Polarized Light and Filters
Since it is matter, light photons can be formed so that they are emitted from a source in different shapes. Imagine light that is flattened into a ribbon shape and then emitted. Imagine also a receptor that can only accept the flattened shape, like a flat thread going into a flat needle eye. This is the concept behind polarized light. Light is flattened into a north south polar basis by exposing it to magnetic charges. The images in that polarized light are then emitted outward. An observer who is wearing special polarized receptor glasses can then only see the light striking the glasses along that polar plane. Special polarized glasses are manufactured which contain a vertically (north-south) striated filter in the left eye lens and a horizontal (east-west) striated filter in the right lens. The computer screen is painted with two interleaved polarized images, one to be seen by the left eye, the other by the right. The advantage of this method is that it does allows full color pictures to be seen, but does require both special glasses and projection equipment. Frequently 3D film technology, such as the large screened IMAX, uses this method.
Lenticular Displays
Lenticular is a derivative of the word lens, which is a critical part of a lenticular display. This method operates by placing lenses between your eyes and the image being displayed. By placing one angle or thickness of lens on one eye and another angle or thickness on the other eye, and by synchronizing these lenses with multiple images being displayed simultaneously by the computer, a 3D effect is achieved. To the viewer without the lenses, the image appears overlapping and double, but to the lens wearer it provides an immersive effect – each eye seeing a different image.
Mirrored Displays
These types of displays use curved mirrors to fool the eye into seeing
an image that appears to float in space. Actually the viewer is seeing
a reflection of the original image on a parabolic mirror. Because the parabolic
mirror can be wrapped around the image, it can be viewed from all angles.

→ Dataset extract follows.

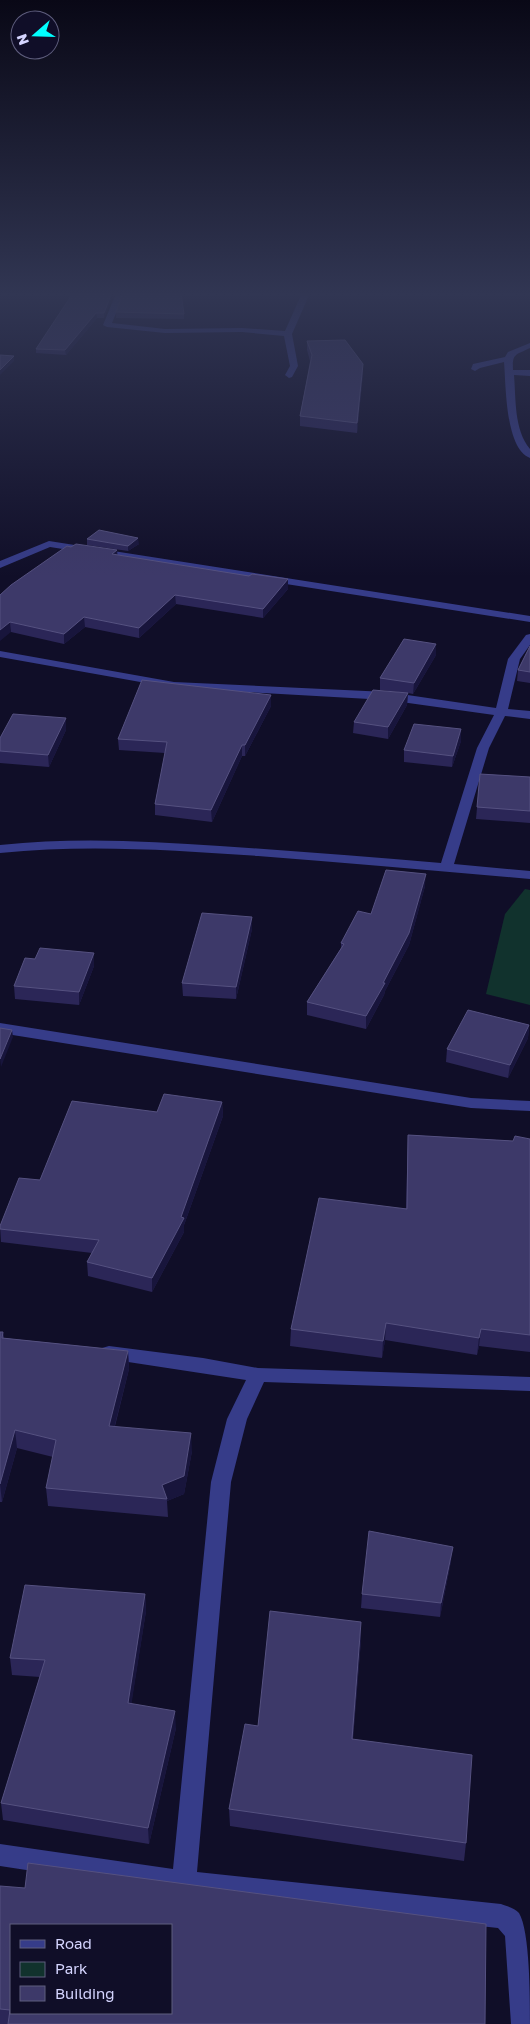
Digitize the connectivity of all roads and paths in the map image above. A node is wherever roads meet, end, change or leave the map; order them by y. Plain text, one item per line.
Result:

The significant advantage to this technology is that the viewer need wear
no device such as glasses. The limitation to this technology is that the
viewer can only see the display from a pre-set angle. A static mirrored
display is seen below. The pink pig predominant in the photo is actually
a reflected image. The actual pink object (small part visible) rests below
it at the bottom of the photo.
Volumetric Displays
These types of displays utilize either single or multiple screens, which are typically mirrored surfaces that rotate at a very fast speed, similar to the spinning of the children’s toy called a top. The screen motion is sufficiently fast that the eye no longer is able to see the surface itself. While the surfaces are spinning they are being “painted” or refreshed at a synchronized speed. The photon gun sending the picture beam must be instructed exactly when and where to place the photons in the 3D space. On a standard computer screen, the positions on the screen are known as pixels, which is short for picture element. On a volumetric display these positions known as voxels.
There is another type of volumetric display that works in a static space, i.e. without the spinning surfaces. It utilizes invisible laser beams, which, upon colliding, emit a single point of light. This type of static display requires that the display volume contain atoms, ions, or molecules that exhibit special quantum conversion efficiencies, output fluorescence frequency and decay times. The most promising medium at present employs rare-earth ions doped into an infrared-transparent glass.
These types of displays while providing amazing graphics remain very
expensive to build, and need highly customized software and data to operate.